[[ Given entries open ]]

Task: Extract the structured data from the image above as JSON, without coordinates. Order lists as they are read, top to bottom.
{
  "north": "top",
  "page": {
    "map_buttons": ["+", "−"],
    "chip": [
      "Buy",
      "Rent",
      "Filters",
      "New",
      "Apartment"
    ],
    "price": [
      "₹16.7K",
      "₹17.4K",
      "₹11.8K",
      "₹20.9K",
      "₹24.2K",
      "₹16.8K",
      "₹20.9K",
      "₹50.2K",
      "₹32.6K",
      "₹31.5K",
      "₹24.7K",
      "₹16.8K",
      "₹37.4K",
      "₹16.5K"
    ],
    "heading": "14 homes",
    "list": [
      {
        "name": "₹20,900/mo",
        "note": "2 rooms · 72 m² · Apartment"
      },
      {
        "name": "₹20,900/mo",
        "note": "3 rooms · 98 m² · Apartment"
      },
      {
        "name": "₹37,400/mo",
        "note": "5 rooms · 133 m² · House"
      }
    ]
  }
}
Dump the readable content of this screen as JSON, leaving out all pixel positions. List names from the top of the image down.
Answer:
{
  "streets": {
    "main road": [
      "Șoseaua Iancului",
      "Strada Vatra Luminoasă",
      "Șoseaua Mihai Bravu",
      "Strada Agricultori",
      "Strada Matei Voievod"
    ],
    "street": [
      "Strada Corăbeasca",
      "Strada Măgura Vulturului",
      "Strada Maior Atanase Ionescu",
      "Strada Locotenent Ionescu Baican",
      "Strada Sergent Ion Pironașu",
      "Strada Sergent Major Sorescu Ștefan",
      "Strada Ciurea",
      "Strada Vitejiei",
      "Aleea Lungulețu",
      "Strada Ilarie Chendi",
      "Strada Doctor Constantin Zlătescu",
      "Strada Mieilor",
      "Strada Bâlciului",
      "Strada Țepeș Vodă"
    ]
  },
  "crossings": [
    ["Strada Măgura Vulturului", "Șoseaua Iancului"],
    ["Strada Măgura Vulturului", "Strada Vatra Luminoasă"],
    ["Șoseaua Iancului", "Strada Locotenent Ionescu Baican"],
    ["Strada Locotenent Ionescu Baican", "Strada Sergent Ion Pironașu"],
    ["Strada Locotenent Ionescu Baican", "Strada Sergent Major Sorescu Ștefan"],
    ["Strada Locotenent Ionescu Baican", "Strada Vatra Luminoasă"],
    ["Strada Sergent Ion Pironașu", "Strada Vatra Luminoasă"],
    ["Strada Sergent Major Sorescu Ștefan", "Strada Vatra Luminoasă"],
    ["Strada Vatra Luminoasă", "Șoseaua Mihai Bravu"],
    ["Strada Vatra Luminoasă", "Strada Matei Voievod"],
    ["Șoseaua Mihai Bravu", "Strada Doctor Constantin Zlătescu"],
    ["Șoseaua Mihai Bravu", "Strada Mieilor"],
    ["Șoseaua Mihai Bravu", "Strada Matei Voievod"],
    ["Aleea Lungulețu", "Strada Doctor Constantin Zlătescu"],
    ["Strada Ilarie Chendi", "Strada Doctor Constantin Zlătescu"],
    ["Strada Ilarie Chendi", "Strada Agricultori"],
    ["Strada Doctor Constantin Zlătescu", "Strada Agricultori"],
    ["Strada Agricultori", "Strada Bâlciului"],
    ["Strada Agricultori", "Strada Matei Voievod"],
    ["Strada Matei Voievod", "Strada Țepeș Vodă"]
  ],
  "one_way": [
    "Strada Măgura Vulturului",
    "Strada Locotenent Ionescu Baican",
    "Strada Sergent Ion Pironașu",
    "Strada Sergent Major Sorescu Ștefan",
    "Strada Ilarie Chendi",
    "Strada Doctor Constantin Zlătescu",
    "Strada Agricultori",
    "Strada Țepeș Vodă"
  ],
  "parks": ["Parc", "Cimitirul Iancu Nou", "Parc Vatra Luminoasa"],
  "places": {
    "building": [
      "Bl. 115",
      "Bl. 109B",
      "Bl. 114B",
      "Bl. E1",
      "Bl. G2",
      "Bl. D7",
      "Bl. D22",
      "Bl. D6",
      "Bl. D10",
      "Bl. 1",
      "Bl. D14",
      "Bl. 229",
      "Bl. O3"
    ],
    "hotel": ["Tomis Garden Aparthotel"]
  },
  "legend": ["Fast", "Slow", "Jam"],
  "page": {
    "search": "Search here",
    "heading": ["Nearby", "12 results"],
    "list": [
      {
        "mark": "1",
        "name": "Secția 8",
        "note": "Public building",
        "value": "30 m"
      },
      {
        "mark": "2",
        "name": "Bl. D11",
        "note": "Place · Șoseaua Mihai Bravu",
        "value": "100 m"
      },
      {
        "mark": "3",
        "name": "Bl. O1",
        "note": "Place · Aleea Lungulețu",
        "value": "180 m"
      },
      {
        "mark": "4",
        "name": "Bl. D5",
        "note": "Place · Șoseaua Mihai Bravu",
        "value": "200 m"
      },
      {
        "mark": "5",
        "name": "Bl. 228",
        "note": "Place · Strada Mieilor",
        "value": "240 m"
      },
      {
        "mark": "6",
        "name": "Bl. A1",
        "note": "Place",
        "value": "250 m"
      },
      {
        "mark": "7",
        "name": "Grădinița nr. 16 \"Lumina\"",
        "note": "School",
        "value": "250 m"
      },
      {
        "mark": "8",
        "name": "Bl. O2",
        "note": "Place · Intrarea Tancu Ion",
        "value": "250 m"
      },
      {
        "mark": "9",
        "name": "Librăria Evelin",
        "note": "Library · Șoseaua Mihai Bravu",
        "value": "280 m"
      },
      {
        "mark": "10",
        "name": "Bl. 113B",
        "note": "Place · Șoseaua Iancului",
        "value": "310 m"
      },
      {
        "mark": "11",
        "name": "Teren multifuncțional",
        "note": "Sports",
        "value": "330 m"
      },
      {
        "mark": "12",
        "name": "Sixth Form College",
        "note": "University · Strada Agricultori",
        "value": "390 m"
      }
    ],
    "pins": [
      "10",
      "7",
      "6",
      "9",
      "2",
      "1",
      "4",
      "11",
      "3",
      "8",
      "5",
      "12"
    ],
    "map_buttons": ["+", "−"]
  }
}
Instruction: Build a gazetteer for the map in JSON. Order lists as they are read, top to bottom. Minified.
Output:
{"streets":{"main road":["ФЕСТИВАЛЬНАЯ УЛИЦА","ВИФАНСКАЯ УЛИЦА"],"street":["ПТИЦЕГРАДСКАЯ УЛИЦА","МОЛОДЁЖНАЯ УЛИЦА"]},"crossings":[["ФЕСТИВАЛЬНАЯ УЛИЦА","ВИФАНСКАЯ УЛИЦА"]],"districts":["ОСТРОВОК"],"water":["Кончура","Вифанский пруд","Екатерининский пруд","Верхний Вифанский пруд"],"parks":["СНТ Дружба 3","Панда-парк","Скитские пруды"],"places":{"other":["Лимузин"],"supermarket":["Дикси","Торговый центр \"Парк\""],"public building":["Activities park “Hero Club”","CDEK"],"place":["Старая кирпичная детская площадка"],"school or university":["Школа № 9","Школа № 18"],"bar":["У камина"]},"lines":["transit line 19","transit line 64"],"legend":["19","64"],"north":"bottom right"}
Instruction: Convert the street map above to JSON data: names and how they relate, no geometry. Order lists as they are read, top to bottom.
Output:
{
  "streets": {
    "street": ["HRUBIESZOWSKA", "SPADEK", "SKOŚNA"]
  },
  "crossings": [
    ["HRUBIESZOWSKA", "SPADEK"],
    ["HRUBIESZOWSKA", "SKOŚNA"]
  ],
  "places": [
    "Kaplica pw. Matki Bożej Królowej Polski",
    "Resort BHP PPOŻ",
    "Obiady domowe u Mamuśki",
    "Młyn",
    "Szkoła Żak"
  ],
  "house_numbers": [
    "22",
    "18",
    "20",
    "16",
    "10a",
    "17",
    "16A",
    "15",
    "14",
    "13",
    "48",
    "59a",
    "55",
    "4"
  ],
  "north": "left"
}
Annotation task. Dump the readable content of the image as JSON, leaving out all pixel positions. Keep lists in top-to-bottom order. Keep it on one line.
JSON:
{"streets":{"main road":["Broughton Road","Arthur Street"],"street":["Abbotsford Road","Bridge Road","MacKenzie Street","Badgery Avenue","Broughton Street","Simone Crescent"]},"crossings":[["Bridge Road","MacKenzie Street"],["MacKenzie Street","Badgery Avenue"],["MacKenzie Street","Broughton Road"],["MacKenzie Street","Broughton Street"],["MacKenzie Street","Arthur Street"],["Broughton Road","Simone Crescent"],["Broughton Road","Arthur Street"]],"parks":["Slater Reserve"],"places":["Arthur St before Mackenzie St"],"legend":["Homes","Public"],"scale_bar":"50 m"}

[[ Given entries closed ]]

→ **Exercise aim**
Filter the lines above, keeping and copying those that contain "Vulturului".

→ **Written reply**
      "Strada Măgura Vulturului",
    ["Strada Măgura Vulturului", "Șoseaua Iancului"],
    ["Strada Măgura Vulturului", "Strada Vatra Luminoasă"],
    "Strada Măgura Vulturului",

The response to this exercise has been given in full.